Rage the Night is the current Coast Lines Book Club selection for March and April 2024.
JH: Where did your interest in writing come from? When did it begin?
DM: Someone once told me if I could write the way I talked, I should never put down the pen.
I was 40 years old, picked up the pen at Atlantic Place, downtown St. John’s, and have never put it down.
JH: How has your education at Memorial University informed your perspective/worldview?
DM: My university years at Memorial informed me of me, firstly.
I was working in a fish plant, had chronic anxiety and other illnesses and was led to the doors of Memorial by friends.

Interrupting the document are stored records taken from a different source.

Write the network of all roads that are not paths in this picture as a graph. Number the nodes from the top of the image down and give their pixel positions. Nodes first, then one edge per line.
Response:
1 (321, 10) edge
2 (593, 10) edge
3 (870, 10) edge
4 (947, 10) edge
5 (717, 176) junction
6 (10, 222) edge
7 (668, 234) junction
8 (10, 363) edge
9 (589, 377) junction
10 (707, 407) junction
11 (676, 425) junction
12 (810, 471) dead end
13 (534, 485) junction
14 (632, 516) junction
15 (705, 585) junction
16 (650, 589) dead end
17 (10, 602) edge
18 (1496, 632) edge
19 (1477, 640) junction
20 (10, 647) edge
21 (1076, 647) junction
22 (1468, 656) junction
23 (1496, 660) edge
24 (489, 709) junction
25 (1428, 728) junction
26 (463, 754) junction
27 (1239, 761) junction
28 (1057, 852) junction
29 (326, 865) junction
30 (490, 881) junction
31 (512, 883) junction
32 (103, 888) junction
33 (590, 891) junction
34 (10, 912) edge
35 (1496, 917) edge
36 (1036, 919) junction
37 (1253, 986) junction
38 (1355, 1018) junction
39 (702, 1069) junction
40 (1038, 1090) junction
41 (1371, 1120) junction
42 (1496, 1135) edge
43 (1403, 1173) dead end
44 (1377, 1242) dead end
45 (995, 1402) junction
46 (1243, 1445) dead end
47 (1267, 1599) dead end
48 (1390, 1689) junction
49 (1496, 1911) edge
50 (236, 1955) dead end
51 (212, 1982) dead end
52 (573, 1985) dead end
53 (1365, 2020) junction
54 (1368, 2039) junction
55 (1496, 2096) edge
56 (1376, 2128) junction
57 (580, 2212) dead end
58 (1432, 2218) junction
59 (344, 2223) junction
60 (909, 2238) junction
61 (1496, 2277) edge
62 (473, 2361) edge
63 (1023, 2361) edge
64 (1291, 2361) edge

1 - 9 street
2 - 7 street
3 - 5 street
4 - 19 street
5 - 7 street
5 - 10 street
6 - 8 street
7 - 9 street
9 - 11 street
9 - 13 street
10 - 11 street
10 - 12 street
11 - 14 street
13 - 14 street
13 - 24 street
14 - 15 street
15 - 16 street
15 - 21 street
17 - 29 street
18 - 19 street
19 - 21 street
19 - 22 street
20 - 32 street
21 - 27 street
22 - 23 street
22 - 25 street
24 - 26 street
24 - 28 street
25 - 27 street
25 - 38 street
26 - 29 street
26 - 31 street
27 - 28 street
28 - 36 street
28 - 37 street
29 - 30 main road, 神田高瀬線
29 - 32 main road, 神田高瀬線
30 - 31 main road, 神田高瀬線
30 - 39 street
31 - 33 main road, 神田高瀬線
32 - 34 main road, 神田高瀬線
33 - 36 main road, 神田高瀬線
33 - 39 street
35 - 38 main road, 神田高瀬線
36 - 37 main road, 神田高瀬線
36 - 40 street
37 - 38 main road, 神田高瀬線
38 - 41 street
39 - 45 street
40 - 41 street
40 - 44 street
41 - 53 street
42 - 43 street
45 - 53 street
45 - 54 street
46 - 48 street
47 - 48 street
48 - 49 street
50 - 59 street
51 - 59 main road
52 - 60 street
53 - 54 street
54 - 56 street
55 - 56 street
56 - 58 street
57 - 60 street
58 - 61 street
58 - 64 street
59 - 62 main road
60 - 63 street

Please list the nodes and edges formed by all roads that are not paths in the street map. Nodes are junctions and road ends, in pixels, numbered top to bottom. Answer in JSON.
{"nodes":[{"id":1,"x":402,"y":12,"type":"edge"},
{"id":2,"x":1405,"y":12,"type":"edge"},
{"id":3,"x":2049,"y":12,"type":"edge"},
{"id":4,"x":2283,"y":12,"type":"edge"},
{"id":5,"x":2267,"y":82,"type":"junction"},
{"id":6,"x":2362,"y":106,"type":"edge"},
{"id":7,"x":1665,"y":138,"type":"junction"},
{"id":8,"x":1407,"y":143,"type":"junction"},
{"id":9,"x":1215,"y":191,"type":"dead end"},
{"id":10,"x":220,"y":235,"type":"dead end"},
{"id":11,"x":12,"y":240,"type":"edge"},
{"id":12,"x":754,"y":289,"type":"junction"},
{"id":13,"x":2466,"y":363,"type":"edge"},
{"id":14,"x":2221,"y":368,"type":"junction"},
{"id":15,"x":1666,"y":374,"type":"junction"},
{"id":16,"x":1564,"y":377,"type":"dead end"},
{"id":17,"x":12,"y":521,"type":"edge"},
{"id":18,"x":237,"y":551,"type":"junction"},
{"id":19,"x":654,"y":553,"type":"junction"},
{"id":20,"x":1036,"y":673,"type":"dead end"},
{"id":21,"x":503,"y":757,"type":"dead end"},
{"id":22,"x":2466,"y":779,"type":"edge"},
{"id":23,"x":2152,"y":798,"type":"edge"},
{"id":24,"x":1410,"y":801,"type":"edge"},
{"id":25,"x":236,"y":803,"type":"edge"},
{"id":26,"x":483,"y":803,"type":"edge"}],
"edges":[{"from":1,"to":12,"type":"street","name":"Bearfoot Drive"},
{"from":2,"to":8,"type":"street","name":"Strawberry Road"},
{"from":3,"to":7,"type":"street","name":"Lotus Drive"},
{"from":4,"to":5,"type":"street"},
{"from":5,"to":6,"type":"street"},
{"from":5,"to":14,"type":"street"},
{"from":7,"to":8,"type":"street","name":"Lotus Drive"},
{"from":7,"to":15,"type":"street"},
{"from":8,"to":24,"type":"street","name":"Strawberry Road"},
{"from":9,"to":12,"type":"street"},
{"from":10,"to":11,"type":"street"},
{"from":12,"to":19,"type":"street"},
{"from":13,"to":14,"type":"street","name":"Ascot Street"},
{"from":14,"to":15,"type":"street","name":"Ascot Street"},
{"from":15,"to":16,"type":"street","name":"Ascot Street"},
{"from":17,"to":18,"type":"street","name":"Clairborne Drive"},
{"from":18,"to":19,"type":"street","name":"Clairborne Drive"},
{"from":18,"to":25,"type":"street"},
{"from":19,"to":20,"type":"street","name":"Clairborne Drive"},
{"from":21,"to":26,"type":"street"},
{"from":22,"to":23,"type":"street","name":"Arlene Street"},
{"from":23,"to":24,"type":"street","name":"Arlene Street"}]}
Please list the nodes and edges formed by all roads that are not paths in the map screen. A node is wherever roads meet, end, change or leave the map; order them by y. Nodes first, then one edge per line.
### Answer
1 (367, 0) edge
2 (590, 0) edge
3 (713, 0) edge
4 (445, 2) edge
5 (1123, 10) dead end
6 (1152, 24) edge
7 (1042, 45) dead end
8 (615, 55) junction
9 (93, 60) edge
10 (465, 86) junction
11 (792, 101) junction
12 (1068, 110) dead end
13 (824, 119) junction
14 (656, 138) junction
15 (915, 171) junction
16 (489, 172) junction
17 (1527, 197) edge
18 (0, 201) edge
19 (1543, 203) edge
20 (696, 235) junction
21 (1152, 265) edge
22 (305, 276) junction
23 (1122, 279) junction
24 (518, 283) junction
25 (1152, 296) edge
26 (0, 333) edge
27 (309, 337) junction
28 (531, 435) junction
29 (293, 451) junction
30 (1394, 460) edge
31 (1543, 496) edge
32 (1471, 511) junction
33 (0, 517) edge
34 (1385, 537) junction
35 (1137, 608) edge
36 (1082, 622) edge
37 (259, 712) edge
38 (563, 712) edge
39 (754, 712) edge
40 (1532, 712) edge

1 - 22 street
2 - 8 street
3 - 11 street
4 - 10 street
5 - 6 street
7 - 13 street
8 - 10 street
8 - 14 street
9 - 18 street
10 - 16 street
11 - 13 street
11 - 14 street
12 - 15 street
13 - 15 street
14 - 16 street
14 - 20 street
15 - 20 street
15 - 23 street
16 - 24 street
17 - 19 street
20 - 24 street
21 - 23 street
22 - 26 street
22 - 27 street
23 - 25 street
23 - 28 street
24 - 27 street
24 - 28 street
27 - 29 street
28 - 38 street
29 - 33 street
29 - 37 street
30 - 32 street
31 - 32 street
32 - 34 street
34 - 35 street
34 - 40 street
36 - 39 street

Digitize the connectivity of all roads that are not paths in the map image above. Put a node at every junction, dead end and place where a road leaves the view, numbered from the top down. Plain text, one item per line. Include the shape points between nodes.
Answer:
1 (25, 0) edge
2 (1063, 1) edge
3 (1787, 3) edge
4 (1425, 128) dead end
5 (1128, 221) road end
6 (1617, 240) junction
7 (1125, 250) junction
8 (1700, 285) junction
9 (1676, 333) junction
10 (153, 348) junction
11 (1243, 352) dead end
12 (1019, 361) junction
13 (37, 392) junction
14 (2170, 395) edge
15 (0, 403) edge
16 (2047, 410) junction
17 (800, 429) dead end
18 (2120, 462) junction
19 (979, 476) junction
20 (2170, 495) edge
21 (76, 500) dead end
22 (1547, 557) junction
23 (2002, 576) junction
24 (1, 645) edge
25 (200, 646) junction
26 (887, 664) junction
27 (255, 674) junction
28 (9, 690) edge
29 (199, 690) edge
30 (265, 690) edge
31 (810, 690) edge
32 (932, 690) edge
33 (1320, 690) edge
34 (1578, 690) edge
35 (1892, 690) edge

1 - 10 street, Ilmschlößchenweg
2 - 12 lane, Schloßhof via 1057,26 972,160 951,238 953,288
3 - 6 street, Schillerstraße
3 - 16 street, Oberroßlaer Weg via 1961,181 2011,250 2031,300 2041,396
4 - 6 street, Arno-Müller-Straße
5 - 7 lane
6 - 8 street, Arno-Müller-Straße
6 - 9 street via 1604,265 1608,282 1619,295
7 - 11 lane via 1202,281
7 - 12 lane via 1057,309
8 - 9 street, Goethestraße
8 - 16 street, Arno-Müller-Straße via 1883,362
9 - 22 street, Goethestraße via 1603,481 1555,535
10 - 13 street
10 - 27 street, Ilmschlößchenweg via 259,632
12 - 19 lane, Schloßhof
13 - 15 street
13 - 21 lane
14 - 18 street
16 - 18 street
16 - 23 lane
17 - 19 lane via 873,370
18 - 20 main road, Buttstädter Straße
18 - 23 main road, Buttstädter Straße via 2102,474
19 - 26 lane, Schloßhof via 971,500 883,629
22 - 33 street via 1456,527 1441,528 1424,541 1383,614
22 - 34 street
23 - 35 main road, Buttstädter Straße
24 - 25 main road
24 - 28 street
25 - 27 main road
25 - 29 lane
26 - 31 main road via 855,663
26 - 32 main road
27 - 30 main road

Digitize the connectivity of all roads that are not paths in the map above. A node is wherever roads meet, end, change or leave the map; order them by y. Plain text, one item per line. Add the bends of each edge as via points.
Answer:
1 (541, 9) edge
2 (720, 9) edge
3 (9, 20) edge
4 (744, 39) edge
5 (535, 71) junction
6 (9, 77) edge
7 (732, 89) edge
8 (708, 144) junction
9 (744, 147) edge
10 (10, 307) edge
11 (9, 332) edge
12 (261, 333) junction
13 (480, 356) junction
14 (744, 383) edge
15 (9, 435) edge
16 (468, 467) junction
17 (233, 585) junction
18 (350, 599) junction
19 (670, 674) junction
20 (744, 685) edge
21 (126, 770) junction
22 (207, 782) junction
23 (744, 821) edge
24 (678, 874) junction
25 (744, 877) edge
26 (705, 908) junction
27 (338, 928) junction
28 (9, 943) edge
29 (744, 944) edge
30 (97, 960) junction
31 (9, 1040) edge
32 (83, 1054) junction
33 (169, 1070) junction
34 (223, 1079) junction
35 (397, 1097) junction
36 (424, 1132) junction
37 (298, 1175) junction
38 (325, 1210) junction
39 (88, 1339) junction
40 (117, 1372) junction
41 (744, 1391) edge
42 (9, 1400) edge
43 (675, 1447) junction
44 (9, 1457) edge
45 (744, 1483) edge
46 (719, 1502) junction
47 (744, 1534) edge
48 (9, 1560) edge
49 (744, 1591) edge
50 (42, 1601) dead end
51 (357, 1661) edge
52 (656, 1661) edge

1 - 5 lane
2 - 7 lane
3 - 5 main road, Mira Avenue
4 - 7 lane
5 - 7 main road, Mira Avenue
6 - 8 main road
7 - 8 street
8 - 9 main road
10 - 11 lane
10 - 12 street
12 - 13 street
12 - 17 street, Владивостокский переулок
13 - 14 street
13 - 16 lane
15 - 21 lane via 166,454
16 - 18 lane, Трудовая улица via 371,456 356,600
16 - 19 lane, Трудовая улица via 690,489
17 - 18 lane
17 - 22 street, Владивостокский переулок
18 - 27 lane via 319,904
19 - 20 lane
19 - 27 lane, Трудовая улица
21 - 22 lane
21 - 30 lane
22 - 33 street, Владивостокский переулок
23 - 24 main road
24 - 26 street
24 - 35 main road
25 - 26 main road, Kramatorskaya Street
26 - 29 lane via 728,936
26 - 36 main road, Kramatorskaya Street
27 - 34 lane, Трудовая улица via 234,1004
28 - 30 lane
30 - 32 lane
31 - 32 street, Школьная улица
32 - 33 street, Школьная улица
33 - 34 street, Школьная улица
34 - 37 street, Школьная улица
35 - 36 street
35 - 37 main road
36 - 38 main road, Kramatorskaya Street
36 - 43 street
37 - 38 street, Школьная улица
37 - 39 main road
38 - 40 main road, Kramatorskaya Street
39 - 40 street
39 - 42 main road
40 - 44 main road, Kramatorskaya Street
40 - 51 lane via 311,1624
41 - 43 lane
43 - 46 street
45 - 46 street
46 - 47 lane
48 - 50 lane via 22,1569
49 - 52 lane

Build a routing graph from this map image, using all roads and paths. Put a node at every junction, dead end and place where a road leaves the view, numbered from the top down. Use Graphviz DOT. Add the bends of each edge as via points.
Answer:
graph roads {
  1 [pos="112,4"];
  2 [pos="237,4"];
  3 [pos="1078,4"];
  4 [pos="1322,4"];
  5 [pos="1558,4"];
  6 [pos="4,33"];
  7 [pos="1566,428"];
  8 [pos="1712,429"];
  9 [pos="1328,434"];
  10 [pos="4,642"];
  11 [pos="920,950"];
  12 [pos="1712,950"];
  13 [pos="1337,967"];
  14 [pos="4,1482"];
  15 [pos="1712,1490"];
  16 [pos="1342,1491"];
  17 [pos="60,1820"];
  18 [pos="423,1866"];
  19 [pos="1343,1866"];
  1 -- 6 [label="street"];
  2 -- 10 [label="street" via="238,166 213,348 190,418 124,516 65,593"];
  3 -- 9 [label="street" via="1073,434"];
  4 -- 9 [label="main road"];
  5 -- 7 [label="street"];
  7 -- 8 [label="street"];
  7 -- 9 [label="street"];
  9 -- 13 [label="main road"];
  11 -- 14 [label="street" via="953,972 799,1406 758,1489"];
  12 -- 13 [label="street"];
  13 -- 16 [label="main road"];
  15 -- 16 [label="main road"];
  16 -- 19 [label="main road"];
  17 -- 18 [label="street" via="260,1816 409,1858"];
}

Those university years showed me the door inward to self.
It showed me the door outwards onto the social fabric of society, and it helped bring me the confidence to explore them both.
As with the pen, I have never stopped exploring.
JH: When/how did you transition from social work to writer? Is there a connection between the two disciplines?
DM: During my fourth year of social studies, I had to write a true life account of a personal moment in my growing years.
It wildly triggered my excitement of creating story. That assignment became a script called The Clothesline Patch.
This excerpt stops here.